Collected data
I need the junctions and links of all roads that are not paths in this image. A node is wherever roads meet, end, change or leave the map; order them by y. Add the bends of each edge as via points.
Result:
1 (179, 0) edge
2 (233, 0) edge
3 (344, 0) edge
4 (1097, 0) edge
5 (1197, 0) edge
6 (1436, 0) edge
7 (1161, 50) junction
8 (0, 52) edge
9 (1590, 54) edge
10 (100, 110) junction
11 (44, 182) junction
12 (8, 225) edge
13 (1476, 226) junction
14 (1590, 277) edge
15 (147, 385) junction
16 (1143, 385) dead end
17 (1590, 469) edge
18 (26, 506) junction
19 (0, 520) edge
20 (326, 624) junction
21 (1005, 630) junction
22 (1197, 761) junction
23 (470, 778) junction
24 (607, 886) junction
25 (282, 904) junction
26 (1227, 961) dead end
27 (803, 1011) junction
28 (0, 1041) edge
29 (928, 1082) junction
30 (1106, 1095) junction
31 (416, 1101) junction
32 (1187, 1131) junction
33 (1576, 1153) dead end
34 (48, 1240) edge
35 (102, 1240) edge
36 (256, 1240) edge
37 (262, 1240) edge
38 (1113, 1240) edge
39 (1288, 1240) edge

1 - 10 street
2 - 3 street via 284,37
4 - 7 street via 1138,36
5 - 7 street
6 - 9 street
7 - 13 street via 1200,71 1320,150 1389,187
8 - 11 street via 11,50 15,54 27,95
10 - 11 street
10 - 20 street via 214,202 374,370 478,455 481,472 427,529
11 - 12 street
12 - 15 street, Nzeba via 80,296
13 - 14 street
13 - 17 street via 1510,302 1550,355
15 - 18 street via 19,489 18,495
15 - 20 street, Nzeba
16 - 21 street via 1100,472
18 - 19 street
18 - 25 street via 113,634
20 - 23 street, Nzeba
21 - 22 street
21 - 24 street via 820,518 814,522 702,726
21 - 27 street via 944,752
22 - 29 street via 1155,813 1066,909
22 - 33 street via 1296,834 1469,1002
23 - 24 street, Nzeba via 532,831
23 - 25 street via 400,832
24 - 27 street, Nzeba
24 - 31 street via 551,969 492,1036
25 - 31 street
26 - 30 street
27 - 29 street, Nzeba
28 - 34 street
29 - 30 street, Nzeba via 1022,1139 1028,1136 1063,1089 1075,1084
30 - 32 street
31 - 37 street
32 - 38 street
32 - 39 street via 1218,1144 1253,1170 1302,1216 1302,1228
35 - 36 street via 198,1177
--
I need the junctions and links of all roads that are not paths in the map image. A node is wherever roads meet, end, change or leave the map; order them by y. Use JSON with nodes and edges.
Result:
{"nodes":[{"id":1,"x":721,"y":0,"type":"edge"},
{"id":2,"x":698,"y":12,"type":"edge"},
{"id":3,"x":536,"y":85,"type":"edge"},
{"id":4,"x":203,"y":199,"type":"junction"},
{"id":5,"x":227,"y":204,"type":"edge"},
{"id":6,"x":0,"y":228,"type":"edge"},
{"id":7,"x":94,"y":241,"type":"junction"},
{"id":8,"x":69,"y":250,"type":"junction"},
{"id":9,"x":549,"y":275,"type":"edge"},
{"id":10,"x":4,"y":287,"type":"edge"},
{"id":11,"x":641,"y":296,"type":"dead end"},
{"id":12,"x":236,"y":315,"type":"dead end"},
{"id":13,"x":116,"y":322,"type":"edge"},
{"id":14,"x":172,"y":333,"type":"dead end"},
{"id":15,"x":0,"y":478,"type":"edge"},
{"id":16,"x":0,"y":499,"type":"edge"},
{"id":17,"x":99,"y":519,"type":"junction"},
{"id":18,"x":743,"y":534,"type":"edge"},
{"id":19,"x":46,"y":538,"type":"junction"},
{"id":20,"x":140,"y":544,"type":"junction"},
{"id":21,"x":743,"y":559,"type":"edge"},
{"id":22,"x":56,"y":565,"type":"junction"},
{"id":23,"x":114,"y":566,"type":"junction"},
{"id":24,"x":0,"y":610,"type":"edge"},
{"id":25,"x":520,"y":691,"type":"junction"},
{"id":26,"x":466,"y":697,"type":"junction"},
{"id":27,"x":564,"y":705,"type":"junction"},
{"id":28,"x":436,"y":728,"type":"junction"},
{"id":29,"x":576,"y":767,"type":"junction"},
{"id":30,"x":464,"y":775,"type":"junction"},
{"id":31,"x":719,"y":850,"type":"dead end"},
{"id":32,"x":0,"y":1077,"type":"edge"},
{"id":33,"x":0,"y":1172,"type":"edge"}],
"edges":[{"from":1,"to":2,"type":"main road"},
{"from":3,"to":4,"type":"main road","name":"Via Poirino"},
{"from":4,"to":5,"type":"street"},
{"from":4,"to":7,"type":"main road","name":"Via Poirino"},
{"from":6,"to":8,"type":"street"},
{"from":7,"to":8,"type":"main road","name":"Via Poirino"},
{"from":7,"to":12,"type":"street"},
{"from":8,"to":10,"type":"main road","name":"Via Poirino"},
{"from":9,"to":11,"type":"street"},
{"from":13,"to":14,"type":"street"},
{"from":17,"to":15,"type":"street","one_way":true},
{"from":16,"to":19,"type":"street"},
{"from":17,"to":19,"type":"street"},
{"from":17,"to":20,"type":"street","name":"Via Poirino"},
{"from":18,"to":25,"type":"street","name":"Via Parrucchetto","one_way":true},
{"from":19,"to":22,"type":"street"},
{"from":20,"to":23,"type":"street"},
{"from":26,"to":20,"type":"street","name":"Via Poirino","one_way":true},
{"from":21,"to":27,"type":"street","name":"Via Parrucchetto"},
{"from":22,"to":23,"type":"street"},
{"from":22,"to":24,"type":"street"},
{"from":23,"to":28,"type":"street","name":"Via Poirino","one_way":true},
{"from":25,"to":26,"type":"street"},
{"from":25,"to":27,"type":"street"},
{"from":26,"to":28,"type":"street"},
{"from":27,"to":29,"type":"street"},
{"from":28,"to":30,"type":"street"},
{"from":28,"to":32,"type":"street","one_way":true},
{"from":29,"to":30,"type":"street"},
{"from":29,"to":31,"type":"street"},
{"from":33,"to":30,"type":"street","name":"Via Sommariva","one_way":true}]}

Work to be completed: In the entries above, which lines hold the word "image"? Copy them out.

The answer:
I need the junctions and links of all roads that are not paths in this image. A node is wherever roads meet, end, change or leave the map; order them by y. Add the bends of each edge as via points.
I need the junctions and links of all roads that are not paths in the map image. A node is wherever roads meet, end, change or leave the map; order them by y. Use JSON with nodes and edges.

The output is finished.